The Association has been working with the American Society of Addiction Medicine (ASAM) since 1994 to produce symposia for medical practitioners/clinicians in methadone treatment programs. Such courses have been offered as pre-conference sessions during our National Methadone Conferences.

The Association’s Board of Directors authorized an expansion of this opportunity so that we could site such training events in different regions of the United States. The first regional opportunity convened in Atlanta on September 22, 1999 titled “Opiate Maintenance Pharmacotherapy: Focus on Methadone/LAAM – A Course for Clinicians”. This event marked the first training independent from our National Methadone Conferences and we were joined by a new cosponsor, the American Academy of Addiction Psychiatry (AAAP).

The event was attended by more than 100 individuals, the majority of whom were physicians, nurses and clinicians. It also marked an expansion of the effort, begun by Drs. Thomas Payte, Peter DeMaria, Susan Neshin, and Andrea Barthwell during the 1994 National Methadone Conference, since additional physicians were involved in the Atlanta presentation. They provided information about opioid pharmacology, take home medication, dosing practices, pregnancy and prenatal considerations, pain management, toxicology drug screenings and the development of new pharmacotherapies.

The faculty included Dr. Trusandra Taylor, Associate Medical Director of Community Behavioral Health in Philadelphia, PA, Dr. Thomas Payte, Medical Director of Drug Dependence Associates in San Antonio, TX and Dr. Michael Scimeca, Director, Department of Addiction Medicine at the St. Barnabas Hospital in New York City.

Once again, the evaluations were extremely favorable and our Association has been encouraged to replicate this training in other parts of the country. We were fortunate to receive support through an educational grant from the Frontier Insurance Company in cooperation with David Szerlip and Associates to produce this symposium. We will be offering this training opportunity once again on Sunday, April 9, 2000 as a pre-conference session during the next National Methadone Conference. We will expand our sponsorship opportunity at this Conference event to include the American Osteopathic Academy of Addiction Medicine.

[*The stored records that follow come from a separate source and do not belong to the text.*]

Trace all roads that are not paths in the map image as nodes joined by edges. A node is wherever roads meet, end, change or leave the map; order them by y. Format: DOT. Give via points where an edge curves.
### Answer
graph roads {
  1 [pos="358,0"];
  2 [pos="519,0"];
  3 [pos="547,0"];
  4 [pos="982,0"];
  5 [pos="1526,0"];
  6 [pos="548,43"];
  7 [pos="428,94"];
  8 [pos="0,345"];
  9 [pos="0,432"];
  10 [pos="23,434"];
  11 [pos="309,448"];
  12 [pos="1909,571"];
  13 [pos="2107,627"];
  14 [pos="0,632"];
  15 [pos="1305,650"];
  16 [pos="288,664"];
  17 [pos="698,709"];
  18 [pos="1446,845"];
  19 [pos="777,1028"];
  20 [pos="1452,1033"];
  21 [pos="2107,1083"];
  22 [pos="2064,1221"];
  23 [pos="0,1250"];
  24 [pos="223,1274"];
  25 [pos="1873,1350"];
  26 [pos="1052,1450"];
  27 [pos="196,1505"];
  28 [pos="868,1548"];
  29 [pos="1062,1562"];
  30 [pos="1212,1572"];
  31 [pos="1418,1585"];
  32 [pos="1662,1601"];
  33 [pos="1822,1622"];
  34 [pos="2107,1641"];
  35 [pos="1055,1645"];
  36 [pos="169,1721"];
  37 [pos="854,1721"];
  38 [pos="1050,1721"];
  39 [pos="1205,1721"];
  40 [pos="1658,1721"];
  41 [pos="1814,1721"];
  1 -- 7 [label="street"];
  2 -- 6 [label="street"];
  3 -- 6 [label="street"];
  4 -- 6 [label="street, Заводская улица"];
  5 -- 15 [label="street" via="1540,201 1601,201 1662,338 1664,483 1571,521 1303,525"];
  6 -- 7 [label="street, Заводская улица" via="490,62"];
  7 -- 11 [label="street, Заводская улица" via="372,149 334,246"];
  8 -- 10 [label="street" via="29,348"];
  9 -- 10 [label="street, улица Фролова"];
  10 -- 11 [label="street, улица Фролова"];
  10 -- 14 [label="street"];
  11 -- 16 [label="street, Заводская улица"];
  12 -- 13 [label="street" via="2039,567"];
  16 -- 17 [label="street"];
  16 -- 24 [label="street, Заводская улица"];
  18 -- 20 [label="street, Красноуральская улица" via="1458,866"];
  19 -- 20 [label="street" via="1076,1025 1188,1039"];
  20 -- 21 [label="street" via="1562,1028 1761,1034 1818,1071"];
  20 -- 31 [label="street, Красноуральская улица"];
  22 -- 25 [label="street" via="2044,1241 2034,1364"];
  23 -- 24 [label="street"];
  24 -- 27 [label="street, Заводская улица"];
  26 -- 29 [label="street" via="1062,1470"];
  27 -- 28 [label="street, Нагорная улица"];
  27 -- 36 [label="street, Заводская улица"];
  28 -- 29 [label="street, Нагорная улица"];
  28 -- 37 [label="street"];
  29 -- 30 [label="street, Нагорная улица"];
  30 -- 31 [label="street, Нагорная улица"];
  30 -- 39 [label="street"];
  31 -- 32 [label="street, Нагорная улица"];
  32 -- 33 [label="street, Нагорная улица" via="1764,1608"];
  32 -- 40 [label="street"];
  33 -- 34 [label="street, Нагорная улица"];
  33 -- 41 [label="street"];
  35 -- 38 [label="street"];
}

The expansion of this training initiative is another method of preparing physicians both within and outside the methadone treatment field for the opportunities to treat stabilized methadone maintained patients in private medical practice settings through medical maintenance treatment. In this way, we are fulfilling the recommendations of the NIH Consensus panel of November 1997, which included “improving the training that physicians and other healthcare professionals receive in the diagnosis and treatment of patients with heroin addiction”.